Er ist stolz, Schweizer zu sein, ohne, dass er sich auf die Rolle eines typischen Politikers festlegen wolle. Landolt fühlt sich Politkern nahe, die kein Blatt vor den Mund nehmen und ihren Prinzipien treu bleiben, statt nach Popularität zu streben. Als Beispiel nennt er drei Deutsche Politiker und – keine Überraschung, wie Kritiker sagen würden – Justizministerin Eveline Widmer-Schlumpf, die wie er der BDP angehört.
Sein Interesse für die Politik ist eng verbunden mit seiner Faszination für den Kennedy-Clan, «allen voran natürlich für JFK. Mich fasziniert nicht unbedingt seine Politik, aber sein Talent, die Leute zu erreichen, ihre Unterstützung zu gewinnen und ihren Enthusiasmus zu entfachen», fügt Landolt an.
Urs Geiser, swissinfo.ch
(Übertragung aus dem Englischen: Andreas Keiser)
Die Bürgerlich Demokratische Partei der Schweiz wurde im November 2008 gegründet.

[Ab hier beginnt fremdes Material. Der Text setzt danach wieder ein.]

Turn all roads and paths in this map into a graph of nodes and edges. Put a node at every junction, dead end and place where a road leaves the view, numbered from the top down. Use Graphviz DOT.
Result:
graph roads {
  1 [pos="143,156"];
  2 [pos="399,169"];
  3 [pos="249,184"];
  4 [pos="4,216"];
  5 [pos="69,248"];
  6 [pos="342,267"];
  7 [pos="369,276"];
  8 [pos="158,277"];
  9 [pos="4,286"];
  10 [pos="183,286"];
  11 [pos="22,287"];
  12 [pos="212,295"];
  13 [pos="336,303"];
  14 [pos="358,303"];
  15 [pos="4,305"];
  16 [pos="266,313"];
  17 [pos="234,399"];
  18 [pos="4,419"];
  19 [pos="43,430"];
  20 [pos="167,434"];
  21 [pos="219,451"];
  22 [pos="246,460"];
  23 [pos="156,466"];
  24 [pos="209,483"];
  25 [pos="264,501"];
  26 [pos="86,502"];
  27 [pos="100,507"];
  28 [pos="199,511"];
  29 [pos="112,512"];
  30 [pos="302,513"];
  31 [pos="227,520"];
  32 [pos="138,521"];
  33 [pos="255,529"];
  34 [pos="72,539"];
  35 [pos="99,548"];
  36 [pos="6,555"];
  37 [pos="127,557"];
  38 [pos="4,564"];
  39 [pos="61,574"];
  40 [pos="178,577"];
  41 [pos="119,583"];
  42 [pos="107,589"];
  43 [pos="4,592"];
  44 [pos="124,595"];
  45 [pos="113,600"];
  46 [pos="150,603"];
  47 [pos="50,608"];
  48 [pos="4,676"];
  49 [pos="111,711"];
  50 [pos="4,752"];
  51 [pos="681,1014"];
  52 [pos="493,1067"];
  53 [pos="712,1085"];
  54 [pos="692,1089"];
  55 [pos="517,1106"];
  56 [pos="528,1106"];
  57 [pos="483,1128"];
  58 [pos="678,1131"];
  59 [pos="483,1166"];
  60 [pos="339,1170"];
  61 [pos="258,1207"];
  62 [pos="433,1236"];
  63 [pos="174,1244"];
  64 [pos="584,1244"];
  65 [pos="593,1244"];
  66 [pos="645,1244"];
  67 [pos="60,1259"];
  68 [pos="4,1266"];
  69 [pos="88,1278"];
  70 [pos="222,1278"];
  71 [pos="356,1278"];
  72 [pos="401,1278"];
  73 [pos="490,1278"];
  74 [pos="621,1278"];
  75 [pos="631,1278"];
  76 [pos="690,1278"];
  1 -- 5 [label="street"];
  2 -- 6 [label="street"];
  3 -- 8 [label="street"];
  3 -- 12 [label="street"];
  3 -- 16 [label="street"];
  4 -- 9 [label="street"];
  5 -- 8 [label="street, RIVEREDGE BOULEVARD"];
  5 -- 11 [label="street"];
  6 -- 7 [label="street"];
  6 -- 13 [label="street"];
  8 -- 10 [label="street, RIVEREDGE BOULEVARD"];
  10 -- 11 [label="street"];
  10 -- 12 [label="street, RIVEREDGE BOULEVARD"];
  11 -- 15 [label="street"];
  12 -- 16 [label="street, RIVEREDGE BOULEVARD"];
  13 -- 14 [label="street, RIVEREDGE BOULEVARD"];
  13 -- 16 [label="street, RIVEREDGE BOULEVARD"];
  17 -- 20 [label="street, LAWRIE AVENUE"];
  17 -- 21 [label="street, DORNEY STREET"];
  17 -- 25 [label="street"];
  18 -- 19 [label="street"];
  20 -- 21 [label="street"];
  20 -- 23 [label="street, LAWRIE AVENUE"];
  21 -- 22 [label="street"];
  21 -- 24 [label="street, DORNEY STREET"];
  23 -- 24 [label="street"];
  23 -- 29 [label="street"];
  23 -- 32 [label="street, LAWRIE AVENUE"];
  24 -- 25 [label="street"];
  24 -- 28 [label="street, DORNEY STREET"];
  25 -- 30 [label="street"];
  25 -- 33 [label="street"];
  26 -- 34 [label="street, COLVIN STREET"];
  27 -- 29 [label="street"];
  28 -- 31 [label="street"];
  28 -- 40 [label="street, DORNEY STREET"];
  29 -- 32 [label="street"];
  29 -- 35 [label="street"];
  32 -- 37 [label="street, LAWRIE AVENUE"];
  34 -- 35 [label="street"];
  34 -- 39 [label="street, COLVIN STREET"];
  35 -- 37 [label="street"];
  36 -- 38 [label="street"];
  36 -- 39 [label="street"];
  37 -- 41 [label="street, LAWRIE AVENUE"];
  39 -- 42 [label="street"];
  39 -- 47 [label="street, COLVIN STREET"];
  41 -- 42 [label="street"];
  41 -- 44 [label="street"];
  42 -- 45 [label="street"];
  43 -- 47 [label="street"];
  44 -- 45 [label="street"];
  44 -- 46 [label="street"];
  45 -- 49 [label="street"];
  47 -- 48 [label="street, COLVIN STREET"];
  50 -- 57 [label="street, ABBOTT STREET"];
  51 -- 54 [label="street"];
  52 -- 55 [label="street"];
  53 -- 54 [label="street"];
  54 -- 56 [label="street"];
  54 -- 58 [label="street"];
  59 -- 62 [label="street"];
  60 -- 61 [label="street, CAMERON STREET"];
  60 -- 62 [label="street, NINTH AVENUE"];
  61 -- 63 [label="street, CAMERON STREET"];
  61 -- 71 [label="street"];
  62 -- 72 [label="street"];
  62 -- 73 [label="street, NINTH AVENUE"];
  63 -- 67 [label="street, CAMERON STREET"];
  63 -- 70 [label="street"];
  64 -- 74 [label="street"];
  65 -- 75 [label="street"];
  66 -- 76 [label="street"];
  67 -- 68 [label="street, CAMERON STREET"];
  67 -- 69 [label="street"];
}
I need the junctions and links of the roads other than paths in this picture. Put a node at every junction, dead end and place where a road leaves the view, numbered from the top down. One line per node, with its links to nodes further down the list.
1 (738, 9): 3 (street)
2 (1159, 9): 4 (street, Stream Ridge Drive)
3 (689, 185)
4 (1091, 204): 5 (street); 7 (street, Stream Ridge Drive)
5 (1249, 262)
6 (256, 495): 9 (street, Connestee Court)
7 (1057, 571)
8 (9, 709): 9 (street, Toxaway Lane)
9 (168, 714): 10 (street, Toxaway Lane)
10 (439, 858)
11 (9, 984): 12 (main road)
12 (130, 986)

Nachdem die SVP Graubünden aus der Mutterpartei ausgeschlossen worden war, spalteten sich auch andere Kantonal-Sektionen von der SVP ab.
Die Bündner hatten sich geweigert, Widmer-Schlumpf nach ihrer Wahl in den Bundesrat Ende 2007 aus der Partei auszuschliessen.
Im Nationalrat stellt die BDP seit den Wahlen im Kanton Glarus im Februar 2009 fünf Volksvertreter und hat damit Fraktionsstärke erreicht.
Der Berner Werner Luginbühl ist der einzige BDP-Vertreter im Ständerat.
Auf kantonaler Ebene ist die BDP in den Regierungen von Graubünden, Bern und Glarus mit insgesamt vier Mitgliedern vertreten In den drei Kantonen hat die BDP ausserdem 58 von landesweit 2628 Parlamentsmandaten.